Mexico’s energy reform could spell lower energy prices for businesses in the North American nation, according to analysts.

The country’s energy sector has had a state monopoly for decades but last week it proposed foreign energy companies should be able to invest in Mexican projects such as drilling in the Gulf of Mexico.

President Enrique Peña Nieto has suggested the changes “will lower the price of electricity and gas” and this could be the case for businesses but less so for homeowners, suggest energy experts at EY.

Brad Hartnett, Senior Analyst for Power & Utilities at EY believes other reform – such as increased competition for domestic energy supply – is most likely to bring down bills.

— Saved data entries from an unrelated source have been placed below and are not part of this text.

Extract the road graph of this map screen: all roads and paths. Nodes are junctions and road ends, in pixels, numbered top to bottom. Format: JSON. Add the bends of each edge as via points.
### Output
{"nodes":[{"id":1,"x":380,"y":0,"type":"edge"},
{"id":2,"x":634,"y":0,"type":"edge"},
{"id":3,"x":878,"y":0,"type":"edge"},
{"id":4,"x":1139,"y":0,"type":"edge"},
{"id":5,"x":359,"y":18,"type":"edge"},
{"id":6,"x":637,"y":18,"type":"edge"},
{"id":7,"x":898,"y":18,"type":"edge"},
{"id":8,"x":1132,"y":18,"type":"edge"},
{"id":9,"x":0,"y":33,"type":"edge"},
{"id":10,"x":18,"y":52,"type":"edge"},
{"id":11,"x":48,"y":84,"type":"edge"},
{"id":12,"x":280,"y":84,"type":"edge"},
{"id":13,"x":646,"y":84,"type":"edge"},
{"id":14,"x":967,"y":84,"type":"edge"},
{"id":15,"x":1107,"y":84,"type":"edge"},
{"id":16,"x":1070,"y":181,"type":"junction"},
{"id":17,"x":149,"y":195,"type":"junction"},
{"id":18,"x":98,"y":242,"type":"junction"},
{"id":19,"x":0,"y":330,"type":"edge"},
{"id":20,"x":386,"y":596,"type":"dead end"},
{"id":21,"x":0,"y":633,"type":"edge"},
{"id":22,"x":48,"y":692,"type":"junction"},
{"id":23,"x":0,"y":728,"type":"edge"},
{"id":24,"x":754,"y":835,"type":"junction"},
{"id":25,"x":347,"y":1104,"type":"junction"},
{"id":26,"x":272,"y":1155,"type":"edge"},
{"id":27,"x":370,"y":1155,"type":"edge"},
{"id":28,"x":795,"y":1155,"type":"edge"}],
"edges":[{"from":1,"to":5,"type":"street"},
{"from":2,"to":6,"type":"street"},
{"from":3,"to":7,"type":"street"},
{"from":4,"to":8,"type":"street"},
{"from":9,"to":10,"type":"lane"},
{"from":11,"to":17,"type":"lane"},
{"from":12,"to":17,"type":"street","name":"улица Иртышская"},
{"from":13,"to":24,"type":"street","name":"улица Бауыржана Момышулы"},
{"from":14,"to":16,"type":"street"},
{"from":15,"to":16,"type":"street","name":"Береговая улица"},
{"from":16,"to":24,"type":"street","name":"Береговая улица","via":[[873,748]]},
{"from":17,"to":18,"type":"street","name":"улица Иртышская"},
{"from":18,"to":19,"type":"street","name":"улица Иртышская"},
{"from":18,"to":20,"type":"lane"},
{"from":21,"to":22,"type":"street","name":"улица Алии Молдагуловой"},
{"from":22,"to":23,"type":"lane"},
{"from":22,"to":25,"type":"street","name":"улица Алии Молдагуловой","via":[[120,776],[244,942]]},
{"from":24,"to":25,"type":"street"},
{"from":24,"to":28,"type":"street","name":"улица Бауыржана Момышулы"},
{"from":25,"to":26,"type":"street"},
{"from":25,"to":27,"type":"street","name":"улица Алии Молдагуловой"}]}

He told ELN: “Gasoline prices in Mexico are already heavily subsidised so it remains to be seen whether the reforms could lower prices at the pump but expansion of domestic oil production could alleviate the need to impose such subsidies. In addition to encouraging private sector investment in the oil and gas sectors, the proposed reforms seek to open up the electricity sector by allowing generators to sell directly to energy consumers.”

Mexican household energy bills are subsidised so this might be a bigger boost for businesses, he went on: “While households already receive subsidised rates, businesses in Mexico have some of the highest electricity rates in the world so this is an area where competition could make a real difference in lowering costs.”

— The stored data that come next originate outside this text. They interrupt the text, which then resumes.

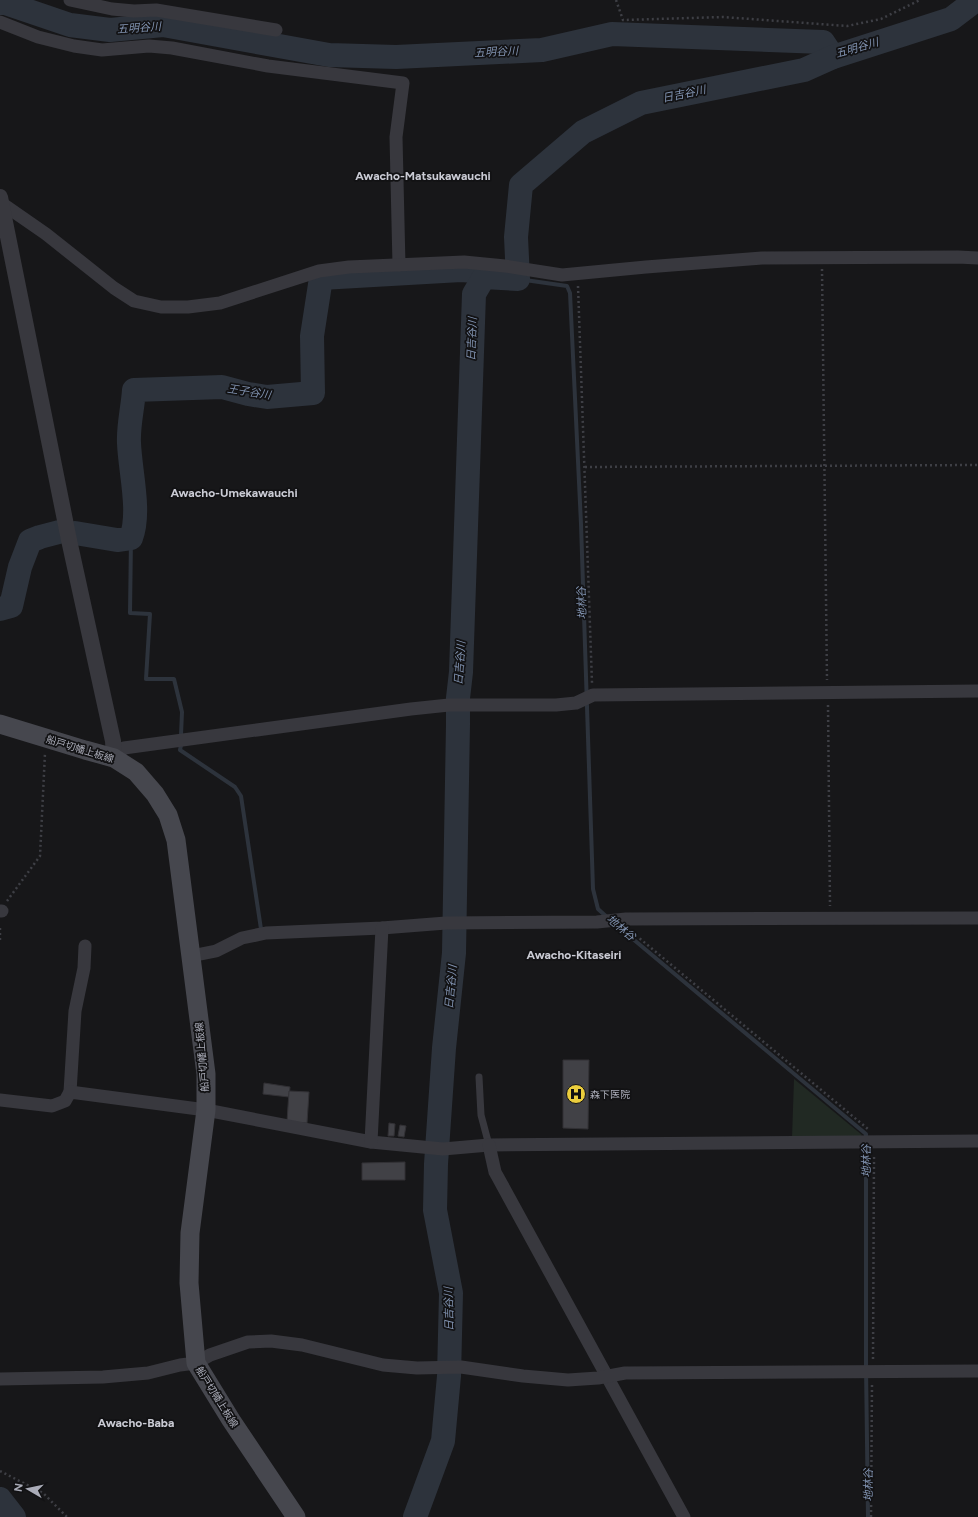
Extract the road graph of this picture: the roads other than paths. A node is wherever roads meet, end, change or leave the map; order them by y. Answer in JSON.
{"nodes":[{"id":1,"x":70,"y":0,"type":"edge"},
{"id":2,"x":0,"y":22,"type":"edge"},
{"id":3,"x":276,"y":30,"type":"dead end"},
{"id":4,"x":0,"y":201,"type":"edge"},
{"id":5,"x":978,"y":258,"type":"edge"},
{"id":6,"x":399,"y":265,"type":"junction"},
{"id":7,"x":978,"y":691,"type":"edge"},
{"id":8,"x":0,"y":724,"type":"edge"},
{"id":9,"x":114,"y":758,"type":"junction"},
{"id":10,"x":978,"y":918,"type":"edge"},
{"id":11,"x":382,"y":928,"type":"junction"},
{"id":12,"x":85,"y":946,"type":"dead end"},
{"id":13,"x":191,"y":956,"type":"junction"},
{"id":14,"x":479,"y":1077,"type":"dead end"},
{"id":15,"x":70,"y":1092,"type":"junction"},
{"id":16,"x":0,"y":1100,"type":"edge"},
{"id":17,"x":206,"y":1110,"type":"junction"},
{"id":18,"x":978,"y":1141,"type":"edge"},
{"id":19,"x":371,"y":1142,"type":"junction"},
{"id":20,"x":489,"y":1145,"type":"junction"},
{"id":21,"x":196,"y":1363,"type":"junction"},
{"id":22,"x":978,"y":1371,"type":"edge"},
{"id":23,"x":607,"y":1376,"type":"junction"},
{"id":24,"x":0,"y":1380,"type":"edge"},
{"id":25,"x":296,"y":1517,"type":"edge"},
{"id":26,"x":684,"y":1517,"type":"edge"}],
"edges":[{"from":1,"to":3,"type":"street"},
{"from":2,"to":6,"type":"street"},
{"from":4,"to":6,"type":"street"},
{"from":4,"to":9,"type":"street"},
{"from":5,"to":6,"type":"street"},
{"from":7,"to":9,"type":"street"},
{"from":8,"to":9,"type":"main road","name":"船戸切幡上板線"},
{"from":9,"to":13,"type":"main road","name":"船戸切幡上板線"},
{"from":10,"to":11,"type":"street"},
{"from":11,"to":13,"type":"street"},
{"from":11,"to":19,"type":"street"},
{"from":12,"to":15,"type":"street"},
{"from":13,"to":17,"type":"main road","name":"船戸切幡上板線"},
{"from":14,"to":20,"type":"lane"},
{"from":15,"to":16,"type":"street"},
{"from":15,"to":17,"type":"street"},
{"from":17,"to":19,"type":"street"},
{"from":17,"to":21,"type":"main road","name":"船戸切幡上板線"},
{"from":18,"to":20,"type":"street"},
{"from":19,"to":20,"type":"street"},
{"from":20,"to":23,"type":"street"},
{"from":21,"to":23,"type":"street"},
{"from":21,"to":24,"type":"street"},
{"from":21,"to":25,"type":"main road","name":"船戸切幡上板線"},
{"from":22,"to":23,"type":"street"},
{"from":23,"to":26,"type":"street"}]}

He added: “Lower electricity prices could also be realised through an expansion of natural gas fired generating capacity fuelled by cheap domestic sources of natural gas, including shale gas deposits.”

Any impact on energy prices are “likely to remain localised” in Mexico, said Mr Hartnett: “To the extent that significant new supplies of oil and gas in Mexico are developed, it could contribute to more price stability (less volatility) and reinforce the American region’s emergence as a dominant player in global oil and gas markets.”

Before any of this can happen, reform itself needs to survive passing through Mexico’s governmental system.

Mr Hartnett concluded: “The passage of constitutional amendments and supporting legislation through the Mexican congress could become protracted and pose challenges to the successful implementation of meaningful energy reform.”